According to one exemplary implementation of the present disclosure, the number of parameters involved in each layer may first be counted in order to preferentially allocate computing resources to layers with a larger number of parameters. For example, based on the parameter data 830 as shown in fig. 8, a corresponding number of parameters associated with at least a portion of the layers may be determined. In this example, by extracting the value of the field Param-size portion in the parameter data 830, the number of parameters associated with each layer may be expressed as: [23232, 64, 307200, 192, 663552, 384, 1327104, 384, 884736, 256, 37748736, 4096, 16777216, 4096, 4100096, 1001]. In this example, the determined parameters associated with the neural network model may be deployed at the assigned computing resources 160, respectively.

Examples of methods according to the present disclosure have been described in detail hereinabove with reference to fig. 2-8, the methods described hereinabove may be implemented in a device.

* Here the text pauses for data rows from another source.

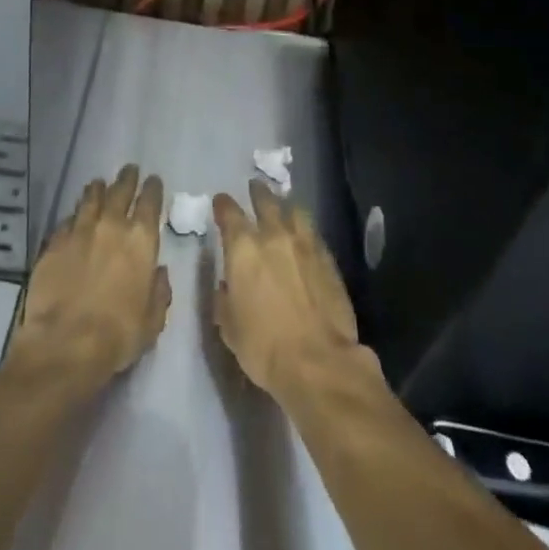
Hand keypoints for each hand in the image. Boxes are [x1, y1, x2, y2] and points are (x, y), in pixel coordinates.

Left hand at [12, 164, 169, 388]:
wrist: (64, 344)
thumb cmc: (118, 335)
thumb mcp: (153, 319)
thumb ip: (159, 290)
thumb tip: (157, 272)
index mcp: (141, 241)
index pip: (150, 203)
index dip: (153, 189)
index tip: (153, 180)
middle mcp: (111, 227)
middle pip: (120, 192)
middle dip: (127, 179)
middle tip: (129, 170)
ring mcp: (78, 232)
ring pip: (90, 199)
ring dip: (98, 190)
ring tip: (99, 184)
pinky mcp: (53, 244)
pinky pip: (67, 221)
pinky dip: (74, 215)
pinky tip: (74, 217)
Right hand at [213, 180, 362, 401]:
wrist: (318, 362)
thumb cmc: (263, 347)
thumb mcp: (228, 326)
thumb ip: (224, 297)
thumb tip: (227, 284)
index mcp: (243, 249)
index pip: (229, 213)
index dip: (223, 205)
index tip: (220, 202)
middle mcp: (274, 237)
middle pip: (266, 201)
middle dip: (257, 192)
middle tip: (254, 187)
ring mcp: (305, 245)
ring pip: (295, 211)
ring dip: (285, 205)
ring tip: (282, 204)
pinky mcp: (328, 259)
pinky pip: (313, 233)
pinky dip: (304, 229)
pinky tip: (304, 234)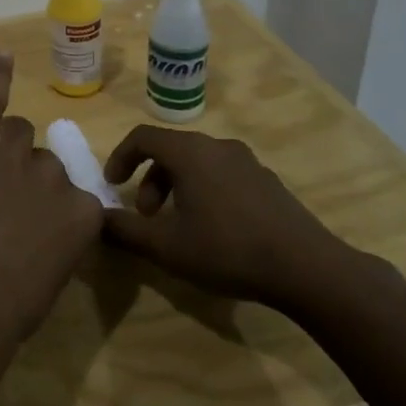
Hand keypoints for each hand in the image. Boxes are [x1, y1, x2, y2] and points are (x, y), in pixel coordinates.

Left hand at [0, 54, 103, 342]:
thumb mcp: (53, 276)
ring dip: (7, 146)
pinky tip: (2, 56)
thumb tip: (44, 233)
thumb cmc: (13, 303)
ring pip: (18, 133)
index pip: (74, 197)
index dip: (50, 212)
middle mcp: (55, 176)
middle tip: (1, 211)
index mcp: (83, 213)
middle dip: (27, 181)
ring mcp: (14, 156)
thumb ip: (56, 241)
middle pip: (45, 162)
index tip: (34, 231)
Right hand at [101, 126, 353, 311]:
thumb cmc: (227, 250)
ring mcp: (247, 162)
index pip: (142, 137)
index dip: (120, 157)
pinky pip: (222, 175)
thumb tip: (97, 219)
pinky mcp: (268, 181)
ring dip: (176, 187)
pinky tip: (213, 230)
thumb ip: (126, 231)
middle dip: (149, 180)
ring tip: (177, 225)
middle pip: (171, 151)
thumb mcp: (166, 247)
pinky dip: (204, 191)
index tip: (112, 185)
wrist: (308, 268)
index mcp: (190, 152)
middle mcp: (217, 146)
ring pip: (198, 163)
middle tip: (145, 215)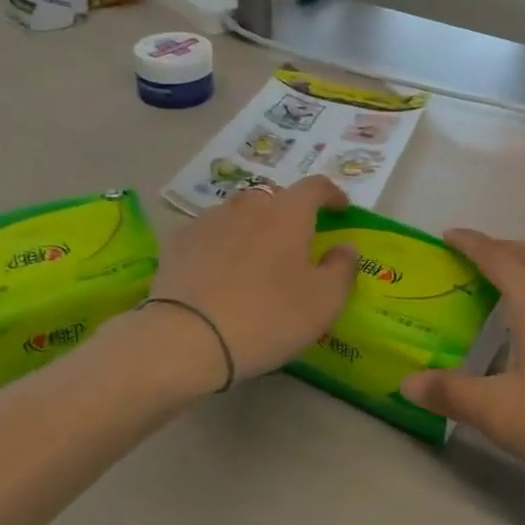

According to one exemplary implementation of the present disclosure, an apparatus for processing computing tasks is provided. The apparatus includes: a partitioning module configured to partition a plurality of computing resources into a plurality of groups based on topology information describing a connection relationship between the plurality of computing resources; a selection module configured to select at least one computing resource from at least one of the plurality of groups; a determination module configured to determine a processing performance for processing a computing task with the selected at least one computing resource; and an allocation module configured to allocate at least one computing resource for processing a computing task based on the processing performance.

FIG. 9 schematically illustrates a block diagram of an apparatus for processing computing tasks according to one exemplary implementation of the present disclosure. As shown, the device 900 includes a Central Processing Unit (CPU) 901, which can perform various suitable actions and processes in accordance with computer program instructions stored in a Read Only Memory (ROM) 902 or loaded from a storage unit 908 into a Random Access Memory (RAM) 903. In the RAM 903, various programs and data required for the operation of the device 900 can also be stored. The CPU 901, ROM 902, and RAM 903 are connected to each other through a bus 904. An input/output (I/O) interface 905 is also connected to the bus 904.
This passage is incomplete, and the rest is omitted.